Think about the MMR scare. The vaccination levels dropped substantially because someone falsified research and published as fact. The media got hold of it and suddenly the bad science is truth and all our children are getting autism because of an injection. This is exactly what the 'scientist' wanted because he had a vested interest in a single Measles jab.

It's not hard to imagine that individuals 'back in the day' were just as savvy when it came to convincing people of truths to get what they wanted.

EllieArroway Tue 07-May-13 14:26:21

Ellie why do you think people 'back then' believed just about anything?

Because they did. It was a monumentally superstitious time. Even sensible histories written by people like Seutonius are infested with talk of omens and portents. That some people believed in a resurrected Jesus does not indicate, even minimally, that it actually happened. Unless you're prepared to believe that because some people believed that their god was born of a rock (Mithras) that that actually happened too. Are you?

If he had made comments about being resurrected don't you think his tomb would have been guarded?

So what if it had been? Would that have stopped Jesus resurrecting? Why?

And if he actually had resurrected, don't you think there'd have been a rush to see the place where it supposedly happened? There wasn't.

Bottom line, Italian - if ANY of these remarkable things had really happened, we'd see it reflected in the vast historical record of the time. We can't find even the merest whisper. If you don't see that as a problem, I can't imagine why.

Don't you think the gospel accounts have anything to say historically?

No.

Ellie why do you think people 'back then' believed just about anything?

If he had made comments about being resurrected don't you think his tomb would have been guarded?

Don't you think the gospel accounts have anything to say historically?

Just curious.

Thanks BackOnlyBriefly I had a great bank holiday, just sorry to be back to normal life again!

EllieArroway Sat 04-May-13 17:03:33

Even though I've looked for evidence that Jesus existed and found none, that's not the same as hoping he didn't. I don't mind at all if he existed

Ne neither. I'd be fascinated to find out that he did. I think most Christians assume I'm desperate to believe he didn't. Not so - I find the alternative (that he was a myth evolved from older myths) a bit boring and unsatisfying. If I want to be generous, I could almost imagine him as a kind of Martin Luther King figure - not divine, but interesting enough to have an impact that's reverberated down the centuries. Unfortunately, I don't think even that since no one seemed to be remotely interested in him during his lifetime.

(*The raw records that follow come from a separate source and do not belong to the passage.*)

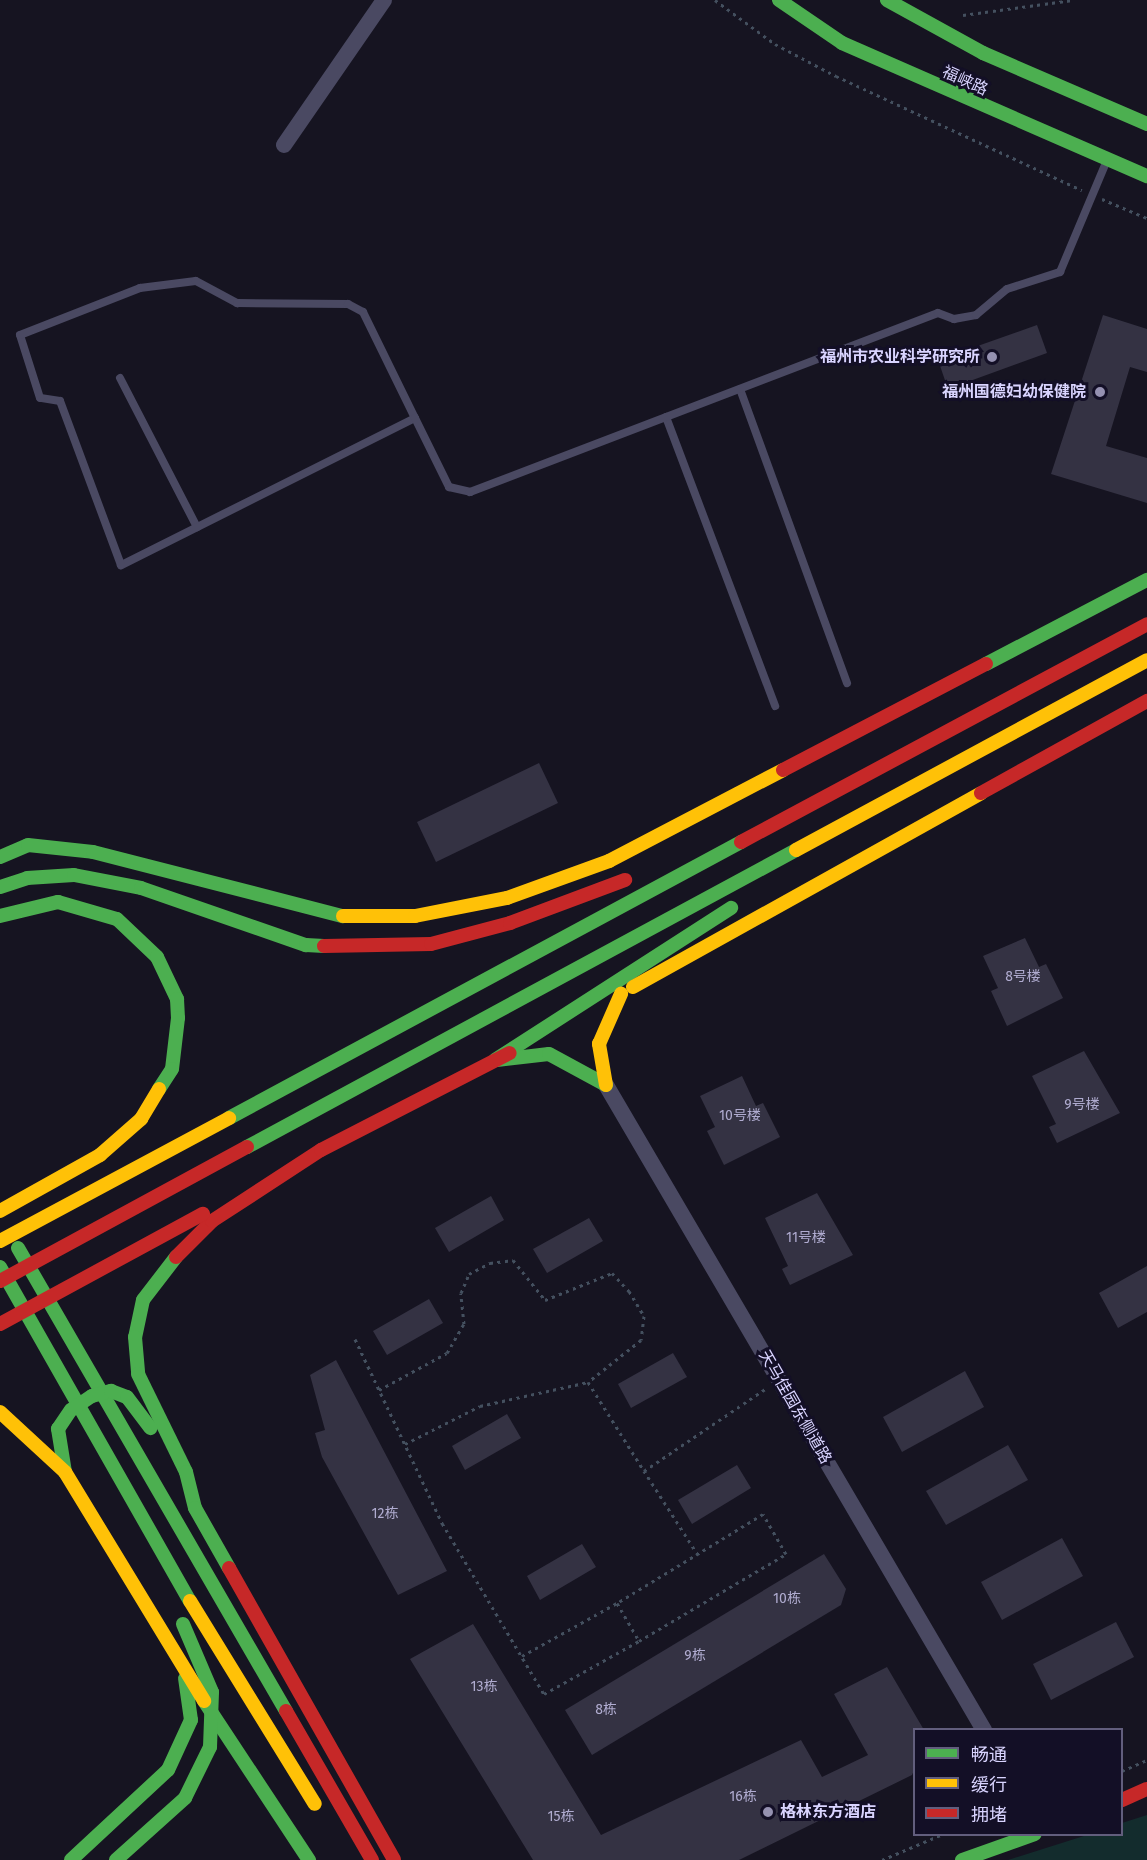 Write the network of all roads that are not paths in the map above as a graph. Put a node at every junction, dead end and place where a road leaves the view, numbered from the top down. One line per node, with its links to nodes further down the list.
1 (384, 0): 5 (street)
2 (779, 0): 6 (main road, 福峡路)
3 (887, 0): 4 (main road, 福峡路)
4 (1147, 124)
5 (284, 145)
6 (1107, 159): 7 (main road, 福峡路); 9 (lane)
7 (1147, 176)
8 (120, 378): 12 (lane)
9 (740, 389): 10 (lane); 16 (lane)
10 (666, 417): 11 (lane); 18 (lane)
11 (415, 418): 12 (lane); 12 (lane)
12 (197, 527)
13 (1147, 580): 21 (main road)
14 (1147, 624): 19 (main road)
15 (1147, 661): 22 (main road); 37 (main road)
16 (847, 683)
17 (1147, 701): 29 (main road)
18 (775, 706)
19 (788, 812): 20 (main road); 35 (main road)
20 (735, 827)
21 (639, 846): 23 (main road); 28 (main road)
22 (829, 851)
23 (0, 857)
24 (642, 872): 28 (main road)
25 (0, 887): 28 (main road)
26 (747, 898): 30 (main road)
27 (0, 916): 33 (main road)
28 (501, 925)
29 (621, 994): 30 (main road); 31 (main road)
30 (495, 1060): 31 (main road); 32 (main road)
31 (606, 1085): 45 (street, 天马佳园东侧道路)
32 (321, 1150): 38 (main road); 42 (main road)
33 (0, 1211)
34 (0, 1216): 57 (main road)
35 (0, 1241)
36 (0, 1267): 51 (main road)
37 (0, 1281): 40 (main road)
38 (0, 1324)
39 (0, 1412): 41 (main road)
40 (74, 1433)
41 (65, 1472): 42 (main road); 44 (main road)
42 (195, 1508): 58 (main road)
43 (174, 1609): 54 (main road)
44 (182, 1667): 46 (main road); 56 (main road)
45 (983, 1728)
46 (174, 1760): 47 (lane); 53 (main road)
47 (171, 1781)
48 (1147, 1790): 50 (main road)
49 (169, 1792): 55 (lane)
50 (1123, 1800)
51 (324, 1820)
52 (1029, 1836): 59 (main road)
53 (71, 1860)
54 (116, 1860)
55 (134, 1860)
56 (309, 1860)
57 (372, 1860)
58 (394, 1860)
59 (962, 1860)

I think he might have existed, died in a strange enough way (perhaps his body was stolen from the tomb?) that a bunch of hysterical women started claiming resurrection. People believed it (because they believed just about anything back then) and Christianity was born.

I can just imagine Joesph shouting up at Jesus in the morning.

"...and when are you getting up? Sunday is not a day of rest you know!"

"...and hanging around with those weird friends of yours all day. I dread to think what you get up to - you know that John is wanted by the authorities don't you?"

"At your age I was learning my father's trade. You can't even hammer a nail without sticking it through your hand."

"I can hardly believe that you're my son the way you act"

PedroYoniLikesCrisps Fri 03-May-13 23:03:07

It's entirely possible he was handing around some mind bending drugs. Might account for the crazy stories......

the angels are singing that you want to read Jesus' diary! I liked that, Italiangreyhound smile Have a good bank holiday.

For those who missed it I said further back that if it turned out that Jesus did exist after all and kept a diary then I'd be interested to read it.

There's a sort of serious point there. Even though I've looked for evidence that Jesus existed and found none, that's not the same as hoping he didn't. I don't mind at all if he existed. I wouldn't assume he was god of course, but even if he became a preacher cos he was crap at carpentry it would still be a good read.